In China, the English language is a fickle thing where the normal rules of grammar, punctuation and general comprehensible sentence structure do not seem to apply. So prolific is this phenomenon that they even have a name for it: Chinglish. Today’s post is a homage to this most wonderful of Frankenstein languages which keeps foreigners chuckling all day long and undoubtedly has sign makers busy when hapless proprietors realise their English faux pas (or not as the case is usually).
The following collection of shop sign shots was taken around the Haiya area of Nanshan District, Shenzhen nearby where I live:
No Right Just Suitable – a clothes shop where you’ll never find exactly what you’re looking for but it’ll be suitable nevertheless.
Hot Enticement – selling all manner of spicy foods to entice you into its fiery lair.
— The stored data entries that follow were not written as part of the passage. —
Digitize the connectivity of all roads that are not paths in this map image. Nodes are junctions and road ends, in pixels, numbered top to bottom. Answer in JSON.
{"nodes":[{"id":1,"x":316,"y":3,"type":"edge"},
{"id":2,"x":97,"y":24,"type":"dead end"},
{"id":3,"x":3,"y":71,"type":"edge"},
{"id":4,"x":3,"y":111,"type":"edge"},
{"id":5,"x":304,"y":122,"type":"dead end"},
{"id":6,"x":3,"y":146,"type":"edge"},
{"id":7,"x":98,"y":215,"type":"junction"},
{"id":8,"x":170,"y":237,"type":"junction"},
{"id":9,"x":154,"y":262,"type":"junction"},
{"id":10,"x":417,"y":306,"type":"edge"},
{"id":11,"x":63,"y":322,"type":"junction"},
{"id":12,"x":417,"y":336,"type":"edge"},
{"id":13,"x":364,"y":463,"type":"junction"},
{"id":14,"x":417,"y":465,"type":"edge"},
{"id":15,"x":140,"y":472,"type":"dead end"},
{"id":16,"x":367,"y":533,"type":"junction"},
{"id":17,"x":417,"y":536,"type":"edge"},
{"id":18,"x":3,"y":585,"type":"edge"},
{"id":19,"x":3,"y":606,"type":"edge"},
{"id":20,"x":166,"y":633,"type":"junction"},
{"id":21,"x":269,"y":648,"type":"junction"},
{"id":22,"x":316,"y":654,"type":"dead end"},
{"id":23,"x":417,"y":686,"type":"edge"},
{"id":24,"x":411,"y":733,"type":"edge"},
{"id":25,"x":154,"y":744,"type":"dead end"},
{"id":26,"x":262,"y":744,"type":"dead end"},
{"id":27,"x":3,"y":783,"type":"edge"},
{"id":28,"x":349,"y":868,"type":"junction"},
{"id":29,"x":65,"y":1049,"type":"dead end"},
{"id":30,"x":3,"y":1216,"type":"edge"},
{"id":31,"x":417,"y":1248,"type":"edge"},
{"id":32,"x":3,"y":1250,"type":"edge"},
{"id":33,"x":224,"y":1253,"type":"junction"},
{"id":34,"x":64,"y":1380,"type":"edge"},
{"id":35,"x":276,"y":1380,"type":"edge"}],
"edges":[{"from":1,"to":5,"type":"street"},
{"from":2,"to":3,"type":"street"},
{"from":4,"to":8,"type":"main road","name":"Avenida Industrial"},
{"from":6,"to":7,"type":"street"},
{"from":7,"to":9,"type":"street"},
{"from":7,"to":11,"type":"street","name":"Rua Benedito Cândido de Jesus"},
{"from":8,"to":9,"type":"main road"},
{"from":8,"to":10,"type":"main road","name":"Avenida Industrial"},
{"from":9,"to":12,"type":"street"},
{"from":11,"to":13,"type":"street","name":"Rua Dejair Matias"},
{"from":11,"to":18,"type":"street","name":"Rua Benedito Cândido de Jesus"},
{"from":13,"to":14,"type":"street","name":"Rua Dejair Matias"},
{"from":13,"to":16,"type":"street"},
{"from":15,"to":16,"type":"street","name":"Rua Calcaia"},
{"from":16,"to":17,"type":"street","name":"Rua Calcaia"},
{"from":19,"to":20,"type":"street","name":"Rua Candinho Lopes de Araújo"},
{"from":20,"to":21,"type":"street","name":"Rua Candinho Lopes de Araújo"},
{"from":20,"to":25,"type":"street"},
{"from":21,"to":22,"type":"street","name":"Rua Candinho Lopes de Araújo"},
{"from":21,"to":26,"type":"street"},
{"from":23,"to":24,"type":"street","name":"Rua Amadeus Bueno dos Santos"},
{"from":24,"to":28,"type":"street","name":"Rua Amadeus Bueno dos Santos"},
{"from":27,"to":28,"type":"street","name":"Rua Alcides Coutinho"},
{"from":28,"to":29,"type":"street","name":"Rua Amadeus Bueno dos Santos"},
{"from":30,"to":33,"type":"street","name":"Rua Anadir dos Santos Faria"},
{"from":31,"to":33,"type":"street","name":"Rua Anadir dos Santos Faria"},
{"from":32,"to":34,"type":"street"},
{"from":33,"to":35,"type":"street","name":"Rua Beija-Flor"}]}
Very reasonable prices too!
A Slight Fever – just what this is supposed to mean I don’t know. Is that a dog? A place to catch Swine Flu? Confusing.
Dolci & Vita – not content with getting the spelling wrong the use of “&” also seems rather unnecessary but when you’re living the sweet life who cares (it’s a cake shop).
King Kong – shoes for people with big feet perhaps or just a homage to the fictitious ape?
Hello Good – say no more.
Money Worship – ironically appropriate for China but probably lost on its owner.
Xin An Easy Money – perhaps not strictly Chinglish but clearly the money at this particular bank was a bit too easy!
This is just the tip of the iceberg – Chinglish can be found on t-shirts, advertisements, books, you name it… I could start a whole blog on this subject but I think you’ve got the picture. If/when I start my own company in China I’m going to give it an equally wacky name. Any suggestions?